Cowdin v. Cram

The Vice-Chancellor :

The complainant is not entitled to the writ of ne exeat upon the ground that the defendant is bound to convey to him one half of the patent right, which he refuses to do.

The demand of the complainant (for a specific performance like the present) is not a moneyed demand ; and, therefore, not a case for the writ of ne exeat: Cock v. Ravie, 6 Ves. 283 ; Gardner v.-, 15 Ib. 445 ; Blaudes v. Calvert, 2 Jac. & W. 211.

Whenever this writ has been granted upon a bill for a specific performance, I apprehend it has always been against the vendee where the purchase money constitutes the demand against him and the payment of which is sought to be enforced. In such cases, if it clearly appears that the vendor can give a *233good title, at the time of filing his bill, he may have the writ, provided the defendant is about to leave the jurisdiction: because there is an equitable moneyed demand or indebtedness, the amount of which governs the court in marking the writ for bail: Goodwin v. Clarke, 2 Dick. 497 ; Boehm v. Wood, 1 Turn. & R. 332 ; Brown v. Haff, 5 Paige’s C. R. 240.

Then, is there enough in this case to entitle the complainant to the writ, upon the matter of account ?

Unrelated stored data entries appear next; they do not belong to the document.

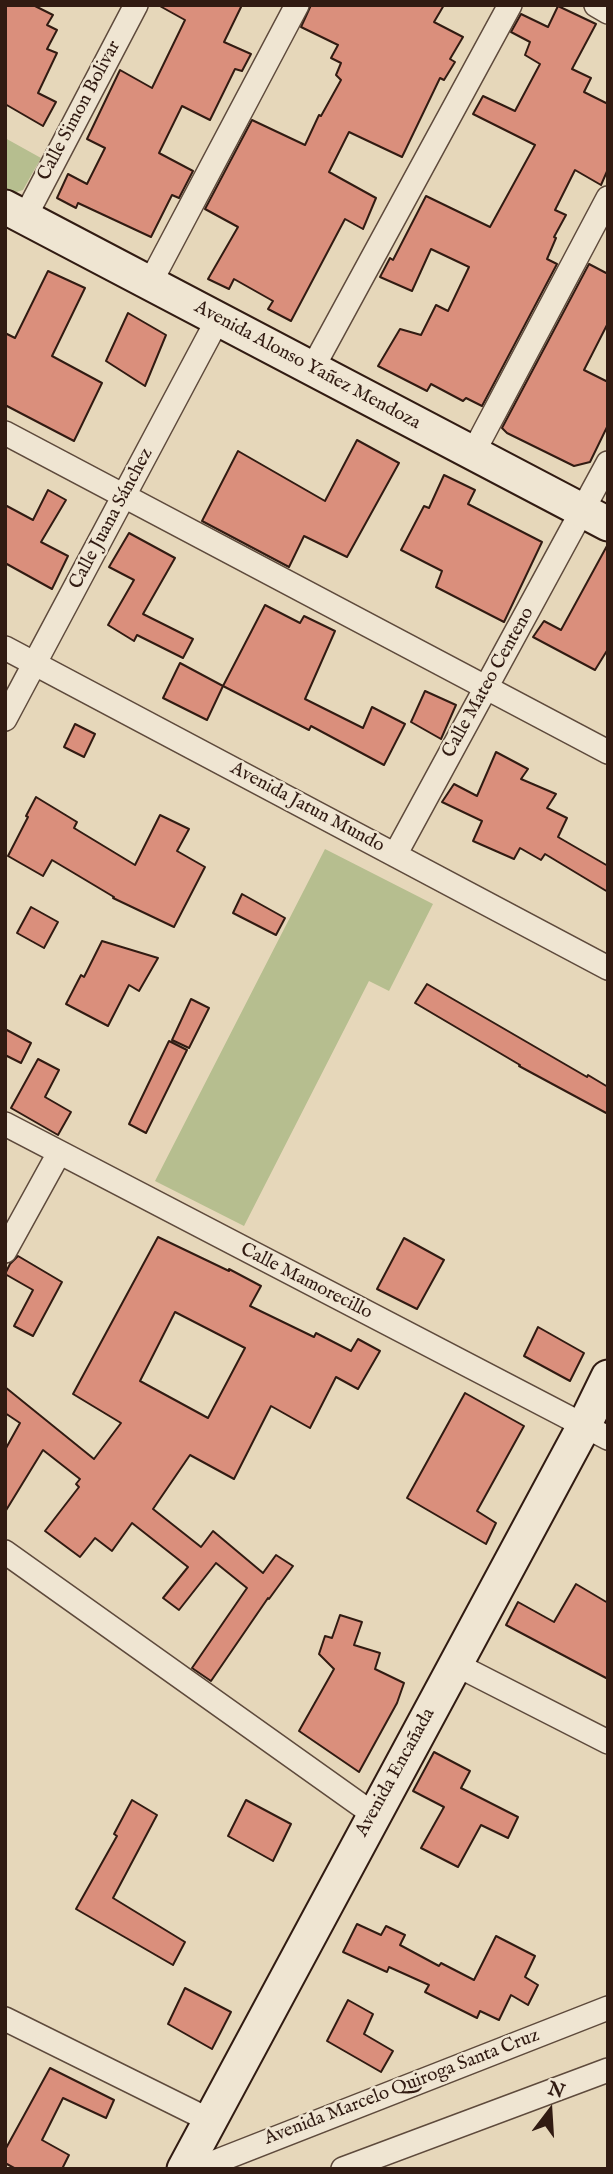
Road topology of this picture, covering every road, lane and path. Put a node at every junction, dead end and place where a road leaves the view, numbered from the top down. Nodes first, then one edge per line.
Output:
1 (136, 5) edge
2 (297, 5) edge
3 (510, 5) edge
4 (596, 5) edge
5 (608, 12) edge
6 (608, 198) edge
7 (15, 212) edge
8 (150, 283) junction
9 (218, 319) junction
10 (312, 369) junction
11 (5, 433) edge
12 (473, 453) junction
13 (608, 463) edge
14 (124, 496) junction
15 (596, 517) edge
16 (5, 648) edge
17 (35, 664) junction
18 (487, 687) junction
19 (5, 719) edge
20 (608, 752) edge
21 (395, 855) junction
22 (608, 968) edge
23 (5, 1124) edge
24 (59, 1153) junction
25 (5, 1251) edge
26 (608, 1377) edge
27 (596, 1432) edge
28 (5, 1552) edge
29 (456, 1664) junction
30 (608, 1742) edge
31 (373, 1814) junction
32 (608, 2008) edge
33 (5, 2019) edge
34 (608, 2070) edge
35 (211, 2121) junction
36 (184, 2169) edge
37 (197, 2169) edge
38 (343, 2169) edge

1 - 7 street, Calle Simon Bolivar
2 - 8 street
3 - 10 street
4 - 5 street
6 - 12 street
7 - 8 main road, Avenida Alonso Yañez Mendoza
8 - 9 main road, Avenida Alonso Yañez Mendoza
9 - 10 main road, Avenida Alonso Yañez Mendoza
9 - 14 street, Calle Juana Sánchez
10 - 12 main road, Avenida Alonso Yañez Mendoza
11 - 14 street
12 - 15 main road, Avenida Alonso Yañez Mendoza
13 - 15 street, Calle Mateo Centeno
14 - 17 street, Calle Juana Sánchez
14 - 18 street
15 - 18 street, Calle Mateo Centeno
16 - 17 street, Avenida Jatun Mundo
17 - 19 street, Calle Juana Sánchez
17 - 21 street, Avenida Jatun Mundo
18 - 20 street
18 - 21 street, Calle Mateo Centeno
21 - 22 street, Avenida Jatun Mundo
23 - 24 street, Calle Mamorecillo
24 - 25 street
24 - 27 street, Calle Mamorecillo
26 - 27 main road, Avenida Encañada
27 - 29 main road, Avenida Encañada
28 - 31 street
29 - 30 street
29 - 31 main road, Avenida Encañada
31 - 35 main road, Avenida Encañada
32 - 37 street, Avenida Marcelo Quiroga Santa Cruz
33 - 35 street
34 - 38 street
35 - 36 main road, Avenida Encañada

The bill alleges certain sales of the patent-right to the amount of twenty-four thousand nine-hundred and fifty dollars, and then says the defendant is justly indebted to him, on account of the said sales, in the sum of twelve thousand four hundred and seventy-five dollars (being just one half and which he claims as justly and equitably due over and above all off-sets. This latter averment, taken by itself, would seem to be positive as to an actual indebtedness; but it has reference to the previously stated data, for it is said “ on account of said salesand these, with the exception of four hundred and fifty dollars, are stated, not positively from the complainant’s own knowledge, but from his information and belief. Even if this is sufficient, in the first instance, to authorize the granting of the writ, it is open to explanation or contradiction by affidavit on the other side upon a motion to discharge it. This is clear from analogy to the practice in courts of law with respect to holding a defendant to bail and from what fell from the lord chancellor in Flack v. Holm, 1 Jac. & W. 414. Now, the defendant, in his affidavit, positively denies that he has received as yet any thing in money, notes or securities whatever, except four hundred dollars from one rail road company, and over and above this sum, he says he is more than one thousand dollars in advance. He is not, of course, yet indebted to the complainant. There is nothing in his hands to account for; and, by the injunction, he is prevented from receiving any thing.

If the defendant’s affidavit be untrue in this respect, then he is a perjured man. It may be true, notwithstanding his admission or declaration to third persons to the contrary.

The proof of the defendant’s non-residence and of his intended departure from this state, is satisfactory enough; but, *234upon the other grounds, the defendant is entitled to be discharged from the ne exeat.

Order accordingly; and, costs to abide the event.